The city had another stroke of luck when Maurice Mueller — a world-famous orthopedist and the inventor of artificial hips — and his wife, Martha, donated about $80 million to build the museum and also gave a large piece of land on which to place it. To design the Zentrum Paul Klee, they worked with their friend Renzo Piano, the celebrated architect whose recent work includes Kansai airport in Osaka, Japan.

Inspired by the rolling hills surrounding the site, Mr. Piano imagined a massive landscape sculpture made of steel and glass that would stretch over the length of 11/2 soccer fields. It consists of three hills, or waves, and resembles a dinosaur’s back. Mr. Piano said he wanted to give Klee’s work “ample room to breathe.”

Bordered by a highway on one side and the cemetery where Klee is buried on the other, the museum is a “green island and mysterious space,” Mr. Piano says.

Inside the main exhibition, gauze has been stretched over the dividing screens. There are no closed rooms and no direct spotlights. The idea is that visitors should perceive the exhibition hall as a single room and move unhindered through the exhibit.
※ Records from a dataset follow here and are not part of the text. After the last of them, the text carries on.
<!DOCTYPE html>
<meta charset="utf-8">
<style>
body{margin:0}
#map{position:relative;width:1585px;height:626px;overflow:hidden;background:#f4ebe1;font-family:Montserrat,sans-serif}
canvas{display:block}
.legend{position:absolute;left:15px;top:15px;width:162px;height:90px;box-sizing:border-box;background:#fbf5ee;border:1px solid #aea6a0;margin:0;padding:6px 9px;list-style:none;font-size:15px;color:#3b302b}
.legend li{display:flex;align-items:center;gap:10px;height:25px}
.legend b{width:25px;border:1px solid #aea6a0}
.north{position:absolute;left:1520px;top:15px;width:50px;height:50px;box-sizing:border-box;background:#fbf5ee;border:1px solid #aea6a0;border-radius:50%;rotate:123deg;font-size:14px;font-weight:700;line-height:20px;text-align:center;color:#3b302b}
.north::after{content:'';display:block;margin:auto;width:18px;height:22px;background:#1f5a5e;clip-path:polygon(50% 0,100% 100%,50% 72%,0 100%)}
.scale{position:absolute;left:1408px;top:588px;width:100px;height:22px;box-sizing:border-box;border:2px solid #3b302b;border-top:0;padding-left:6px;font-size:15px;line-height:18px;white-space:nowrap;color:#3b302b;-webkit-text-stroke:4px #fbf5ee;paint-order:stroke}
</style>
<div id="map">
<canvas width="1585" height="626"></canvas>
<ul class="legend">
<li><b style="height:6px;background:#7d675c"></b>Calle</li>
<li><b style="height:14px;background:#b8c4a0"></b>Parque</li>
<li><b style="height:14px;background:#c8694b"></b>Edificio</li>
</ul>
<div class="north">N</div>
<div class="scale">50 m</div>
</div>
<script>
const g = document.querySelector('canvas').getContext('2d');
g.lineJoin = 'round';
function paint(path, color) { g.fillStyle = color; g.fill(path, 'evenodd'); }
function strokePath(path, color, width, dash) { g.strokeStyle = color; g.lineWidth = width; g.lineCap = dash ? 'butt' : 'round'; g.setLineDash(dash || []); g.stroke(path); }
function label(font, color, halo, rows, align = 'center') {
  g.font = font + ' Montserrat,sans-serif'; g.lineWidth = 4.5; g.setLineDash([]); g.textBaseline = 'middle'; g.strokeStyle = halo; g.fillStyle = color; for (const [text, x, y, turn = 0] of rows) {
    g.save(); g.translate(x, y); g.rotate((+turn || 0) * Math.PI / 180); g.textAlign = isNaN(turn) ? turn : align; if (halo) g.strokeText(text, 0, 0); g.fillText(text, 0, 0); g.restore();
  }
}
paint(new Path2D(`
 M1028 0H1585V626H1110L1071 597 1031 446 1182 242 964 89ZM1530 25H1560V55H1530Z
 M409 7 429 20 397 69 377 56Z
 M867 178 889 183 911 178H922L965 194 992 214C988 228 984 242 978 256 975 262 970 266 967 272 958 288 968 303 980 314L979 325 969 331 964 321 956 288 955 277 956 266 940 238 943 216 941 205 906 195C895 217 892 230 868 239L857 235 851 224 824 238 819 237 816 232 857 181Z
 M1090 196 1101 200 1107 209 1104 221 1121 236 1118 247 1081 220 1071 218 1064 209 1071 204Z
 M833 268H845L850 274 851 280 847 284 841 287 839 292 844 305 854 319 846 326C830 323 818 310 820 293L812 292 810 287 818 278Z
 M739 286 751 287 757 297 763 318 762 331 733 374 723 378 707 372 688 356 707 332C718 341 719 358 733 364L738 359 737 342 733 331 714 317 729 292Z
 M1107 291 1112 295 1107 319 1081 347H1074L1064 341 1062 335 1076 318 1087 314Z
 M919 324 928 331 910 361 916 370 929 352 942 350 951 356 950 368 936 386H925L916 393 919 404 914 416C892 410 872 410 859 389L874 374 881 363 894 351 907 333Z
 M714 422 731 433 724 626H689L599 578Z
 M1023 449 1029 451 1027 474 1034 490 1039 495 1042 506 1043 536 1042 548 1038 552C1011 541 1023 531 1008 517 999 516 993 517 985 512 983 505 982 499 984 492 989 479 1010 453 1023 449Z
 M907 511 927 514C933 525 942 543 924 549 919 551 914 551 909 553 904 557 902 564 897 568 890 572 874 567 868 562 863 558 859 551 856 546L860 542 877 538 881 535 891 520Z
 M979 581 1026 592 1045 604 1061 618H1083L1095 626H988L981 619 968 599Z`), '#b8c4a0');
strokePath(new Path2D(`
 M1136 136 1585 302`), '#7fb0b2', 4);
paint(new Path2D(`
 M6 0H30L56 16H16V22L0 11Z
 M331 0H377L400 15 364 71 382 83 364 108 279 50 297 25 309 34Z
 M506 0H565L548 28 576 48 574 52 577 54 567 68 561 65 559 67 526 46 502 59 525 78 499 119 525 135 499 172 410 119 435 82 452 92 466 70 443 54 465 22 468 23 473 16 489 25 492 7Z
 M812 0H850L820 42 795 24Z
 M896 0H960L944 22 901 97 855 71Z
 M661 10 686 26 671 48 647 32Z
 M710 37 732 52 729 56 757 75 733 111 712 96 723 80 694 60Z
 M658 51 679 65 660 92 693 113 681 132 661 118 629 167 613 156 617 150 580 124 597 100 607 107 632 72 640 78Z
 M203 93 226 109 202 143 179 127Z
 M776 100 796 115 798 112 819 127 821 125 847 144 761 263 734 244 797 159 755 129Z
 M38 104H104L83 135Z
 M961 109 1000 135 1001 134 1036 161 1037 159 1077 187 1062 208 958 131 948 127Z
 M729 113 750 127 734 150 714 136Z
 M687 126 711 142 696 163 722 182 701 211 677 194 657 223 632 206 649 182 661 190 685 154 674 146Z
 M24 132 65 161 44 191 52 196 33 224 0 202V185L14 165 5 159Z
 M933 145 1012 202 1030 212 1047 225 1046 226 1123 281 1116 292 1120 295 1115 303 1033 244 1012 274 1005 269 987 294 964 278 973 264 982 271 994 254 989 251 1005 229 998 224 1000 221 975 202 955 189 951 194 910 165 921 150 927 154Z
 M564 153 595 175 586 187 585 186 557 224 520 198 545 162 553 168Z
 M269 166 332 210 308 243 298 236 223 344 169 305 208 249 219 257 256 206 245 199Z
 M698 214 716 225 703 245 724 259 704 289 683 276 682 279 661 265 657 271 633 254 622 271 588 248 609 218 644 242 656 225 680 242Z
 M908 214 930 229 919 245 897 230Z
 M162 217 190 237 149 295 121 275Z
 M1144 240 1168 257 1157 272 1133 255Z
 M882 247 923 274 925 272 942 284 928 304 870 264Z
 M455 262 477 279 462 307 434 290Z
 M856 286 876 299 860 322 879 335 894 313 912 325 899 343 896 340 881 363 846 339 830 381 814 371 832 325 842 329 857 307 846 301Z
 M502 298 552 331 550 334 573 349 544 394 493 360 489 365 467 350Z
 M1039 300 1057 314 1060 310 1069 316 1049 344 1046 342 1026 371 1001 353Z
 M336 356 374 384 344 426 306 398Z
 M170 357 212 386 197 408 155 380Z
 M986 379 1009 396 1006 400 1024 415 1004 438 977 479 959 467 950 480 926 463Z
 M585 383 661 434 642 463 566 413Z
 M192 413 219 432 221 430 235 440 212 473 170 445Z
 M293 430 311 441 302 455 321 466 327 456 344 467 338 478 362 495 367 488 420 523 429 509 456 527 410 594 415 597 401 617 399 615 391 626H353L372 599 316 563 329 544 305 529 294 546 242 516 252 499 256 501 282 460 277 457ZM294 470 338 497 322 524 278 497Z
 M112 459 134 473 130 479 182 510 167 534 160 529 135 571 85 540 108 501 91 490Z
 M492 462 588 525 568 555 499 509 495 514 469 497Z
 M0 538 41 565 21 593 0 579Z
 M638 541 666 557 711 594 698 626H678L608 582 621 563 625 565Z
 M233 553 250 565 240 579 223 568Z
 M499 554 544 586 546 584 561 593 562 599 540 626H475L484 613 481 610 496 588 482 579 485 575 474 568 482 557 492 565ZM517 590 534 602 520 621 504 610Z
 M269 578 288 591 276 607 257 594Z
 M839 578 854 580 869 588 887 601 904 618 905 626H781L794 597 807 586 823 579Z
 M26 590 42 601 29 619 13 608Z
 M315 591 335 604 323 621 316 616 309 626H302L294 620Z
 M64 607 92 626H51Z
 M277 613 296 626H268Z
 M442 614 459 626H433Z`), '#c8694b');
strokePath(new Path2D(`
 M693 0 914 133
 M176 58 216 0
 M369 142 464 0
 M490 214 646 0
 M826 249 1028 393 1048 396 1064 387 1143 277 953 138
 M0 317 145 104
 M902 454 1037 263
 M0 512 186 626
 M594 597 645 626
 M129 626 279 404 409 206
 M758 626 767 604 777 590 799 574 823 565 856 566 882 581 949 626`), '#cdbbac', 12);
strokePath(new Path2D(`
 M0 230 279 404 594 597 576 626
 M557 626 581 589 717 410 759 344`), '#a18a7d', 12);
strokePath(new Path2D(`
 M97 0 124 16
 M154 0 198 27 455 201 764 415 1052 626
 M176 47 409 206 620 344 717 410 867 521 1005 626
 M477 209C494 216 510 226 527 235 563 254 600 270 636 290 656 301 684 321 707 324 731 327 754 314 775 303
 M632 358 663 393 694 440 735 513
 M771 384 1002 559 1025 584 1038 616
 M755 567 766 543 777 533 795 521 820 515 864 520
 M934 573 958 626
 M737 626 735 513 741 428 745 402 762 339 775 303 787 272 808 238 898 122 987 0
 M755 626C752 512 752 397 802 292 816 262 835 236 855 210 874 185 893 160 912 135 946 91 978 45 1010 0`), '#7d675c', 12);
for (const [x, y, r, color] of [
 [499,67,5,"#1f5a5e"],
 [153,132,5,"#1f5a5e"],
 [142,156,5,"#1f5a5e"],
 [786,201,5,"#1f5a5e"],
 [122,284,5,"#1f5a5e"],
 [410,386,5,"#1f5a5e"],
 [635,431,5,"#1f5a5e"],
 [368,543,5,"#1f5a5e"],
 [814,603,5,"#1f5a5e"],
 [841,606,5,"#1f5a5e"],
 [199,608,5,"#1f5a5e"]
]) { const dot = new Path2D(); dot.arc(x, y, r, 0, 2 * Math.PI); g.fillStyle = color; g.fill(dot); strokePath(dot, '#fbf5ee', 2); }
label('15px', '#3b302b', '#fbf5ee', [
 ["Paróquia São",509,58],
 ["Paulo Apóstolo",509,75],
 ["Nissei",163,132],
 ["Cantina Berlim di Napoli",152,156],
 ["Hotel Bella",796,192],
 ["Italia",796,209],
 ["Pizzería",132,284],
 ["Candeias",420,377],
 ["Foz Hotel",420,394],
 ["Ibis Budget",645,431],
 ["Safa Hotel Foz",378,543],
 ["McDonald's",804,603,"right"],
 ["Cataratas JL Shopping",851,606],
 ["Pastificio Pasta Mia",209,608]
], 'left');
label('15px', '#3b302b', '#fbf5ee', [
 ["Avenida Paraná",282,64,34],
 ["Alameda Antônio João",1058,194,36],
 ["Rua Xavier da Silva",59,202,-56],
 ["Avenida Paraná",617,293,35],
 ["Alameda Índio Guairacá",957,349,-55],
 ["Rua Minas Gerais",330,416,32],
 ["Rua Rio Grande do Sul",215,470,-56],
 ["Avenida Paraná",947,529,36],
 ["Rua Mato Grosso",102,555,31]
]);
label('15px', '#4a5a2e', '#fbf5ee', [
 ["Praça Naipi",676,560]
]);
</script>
To pay tribute to Klee’s wide-ranging interests — teaching, playing the violin and writing poetry — the museum also houses a music hall with 300 seats, a children’s museum and room for workshops. The center also will be home to a summer academy for young artists, and children will offer guided tours to other youngsters.
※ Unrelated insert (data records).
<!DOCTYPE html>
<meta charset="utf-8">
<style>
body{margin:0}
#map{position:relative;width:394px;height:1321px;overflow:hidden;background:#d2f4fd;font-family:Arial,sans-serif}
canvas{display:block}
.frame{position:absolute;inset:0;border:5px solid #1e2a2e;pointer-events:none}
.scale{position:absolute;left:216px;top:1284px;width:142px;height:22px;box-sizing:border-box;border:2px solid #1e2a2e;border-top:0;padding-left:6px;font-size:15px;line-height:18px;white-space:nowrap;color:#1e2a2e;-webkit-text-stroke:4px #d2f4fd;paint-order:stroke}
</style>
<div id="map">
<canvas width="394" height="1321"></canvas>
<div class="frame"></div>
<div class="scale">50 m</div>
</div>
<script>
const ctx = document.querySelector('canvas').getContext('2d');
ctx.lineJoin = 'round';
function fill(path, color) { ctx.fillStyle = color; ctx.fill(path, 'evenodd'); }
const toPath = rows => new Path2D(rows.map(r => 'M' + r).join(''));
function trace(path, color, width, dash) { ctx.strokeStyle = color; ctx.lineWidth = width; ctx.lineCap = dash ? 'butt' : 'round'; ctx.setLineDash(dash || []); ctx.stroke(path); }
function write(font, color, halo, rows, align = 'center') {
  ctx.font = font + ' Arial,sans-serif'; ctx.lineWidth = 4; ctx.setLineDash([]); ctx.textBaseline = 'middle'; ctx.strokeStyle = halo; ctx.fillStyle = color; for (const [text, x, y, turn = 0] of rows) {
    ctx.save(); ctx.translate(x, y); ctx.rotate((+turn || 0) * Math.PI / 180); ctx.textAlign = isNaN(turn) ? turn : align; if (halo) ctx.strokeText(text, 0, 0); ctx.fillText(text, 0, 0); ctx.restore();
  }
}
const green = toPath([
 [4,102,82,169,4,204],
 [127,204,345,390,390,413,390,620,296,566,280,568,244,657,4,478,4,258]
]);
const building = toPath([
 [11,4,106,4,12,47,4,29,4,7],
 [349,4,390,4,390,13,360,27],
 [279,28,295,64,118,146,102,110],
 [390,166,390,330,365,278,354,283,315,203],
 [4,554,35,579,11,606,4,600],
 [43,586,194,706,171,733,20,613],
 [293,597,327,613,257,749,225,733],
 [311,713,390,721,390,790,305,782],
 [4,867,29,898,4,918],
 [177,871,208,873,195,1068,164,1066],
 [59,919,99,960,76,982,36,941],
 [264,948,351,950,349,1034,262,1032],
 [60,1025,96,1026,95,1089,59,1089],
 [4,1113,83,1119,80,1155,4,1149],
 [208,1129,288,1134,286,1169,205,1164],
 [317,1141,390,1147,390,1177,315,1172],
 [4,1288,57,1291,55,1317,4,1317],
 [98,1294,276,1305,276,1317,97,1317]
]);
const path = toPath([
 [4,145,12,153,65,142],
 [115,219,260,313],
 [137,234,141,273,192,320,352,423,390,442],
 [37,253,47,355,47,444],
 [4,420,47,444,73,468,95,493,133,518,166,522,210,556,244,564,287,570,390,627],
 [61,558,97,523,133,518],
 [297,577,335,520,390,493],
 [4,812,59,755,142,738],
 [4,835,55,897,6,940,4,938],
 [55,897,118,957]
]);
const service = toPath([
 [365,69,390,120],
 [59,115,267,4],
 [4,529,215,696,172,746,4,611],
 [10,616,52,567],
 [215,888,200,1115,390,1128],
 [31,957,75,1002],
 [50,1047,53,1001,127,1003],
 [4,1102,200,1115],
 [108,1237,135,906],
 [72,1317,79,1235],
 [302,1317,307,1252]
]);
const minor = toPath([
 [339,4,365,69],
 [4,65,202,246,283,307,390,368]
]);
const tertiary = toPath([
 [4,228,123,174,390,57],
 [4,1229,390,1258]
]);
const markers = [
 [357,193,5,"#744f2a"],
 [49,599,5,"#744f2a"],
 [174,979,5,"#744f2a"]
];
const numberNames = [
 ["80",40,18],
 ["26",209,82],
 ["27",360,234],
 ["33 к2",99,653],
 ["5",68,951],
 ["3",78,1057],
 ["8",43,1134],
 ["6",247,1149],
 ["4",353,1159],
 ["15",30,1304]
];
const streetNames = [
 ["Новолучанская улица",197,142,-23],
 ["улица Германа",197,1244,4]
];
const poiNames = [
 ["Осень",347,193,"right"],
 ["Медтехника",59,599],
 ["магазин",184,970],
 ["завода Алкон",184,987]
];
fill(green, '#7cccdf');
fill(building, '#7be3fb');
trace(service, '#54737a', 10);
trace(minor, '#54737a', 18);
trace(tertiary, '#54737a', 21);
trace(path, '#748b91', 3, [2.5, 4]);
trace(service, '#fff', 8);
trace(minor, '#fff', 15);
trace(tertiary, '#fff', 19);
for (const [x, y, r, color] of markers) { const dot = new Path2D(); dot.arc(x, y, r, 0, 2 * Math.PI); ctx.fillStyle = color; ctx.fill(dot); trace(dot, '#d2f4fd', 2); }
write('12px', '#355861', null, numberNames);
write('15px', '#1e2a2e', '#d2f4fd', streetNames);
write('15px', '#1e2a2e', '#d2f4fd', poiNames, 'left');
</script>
In the permanent exhibit, visitors are greeted immediately by one of Klee’s masterpieces, “High Spirits,” a 1939 oil and colored paste painting. Drawn with bold black strokes, it depicts a stick man balancing on a tightrope with characteristic blotches of red and teal. The risky dance of the tightrope walker is a metaphor for Klee’s own endangered artistic career, representing the twin threats of Nazi Germany and Klee’s faltering strength.

“We wanted to make a very strong statement right at the beginning,” says Michael Baumgartner, a museum curator.

Around the corner is a rare sample from Klee’s early career, a 1900 five-piece folding screen in art-nouveau style, somewhat different from his other works. Following his return from the Munich art school, Klee drew the picture for his sister but later pledged “never to follow this path any more.”

In 1914, Klee visited Tunisia with his friend August Macke. The trip became a key moment in 20th-century art history and inspired a series of watercolors that became a touchstone for the modern movement.

“Color has got hold of me, I no long-er need to grasp it,” Klee wrote in his diary.

The museum also shows hand puppets Klee made for his son, Felix, between 1916 and 1925. Assembled from odd materials ranging from beef bones to rabbit fur and matchboxes, the dolls look almost like assemblages, which at the time were the latest invention of the avant-garde movement of Pablo Picasso and Georges Braque.

There also are several square oil paintings with colored geometric shapes from the 1920s, when Klee became deeply involved with the Bauhaus, a hugely influential architectural and design movement that lasted from 1919 till 1933. As a teacher in Weimar and Dessau, Klee developed systematic theories on color.

In the early 1930s, he moved on to upbeat pointillist mosaics and spread colors across the surface as dots.

In “Tendril,” from 1932, the plant strives upward to the light of the cosmos, symbolized by the sun, moon and stars — characteristic elements in many of Klee’s paintings. Klee, who liked experimenting with strange surfaces, made the sun as sand on wood.

While many artists’ skills diminish with age, his grew stronger. As the illness took hold, his paintings changed; colors became bolder, formats became larger and lines stronger. During the last year of his life, he drew more than 1,200 pictures.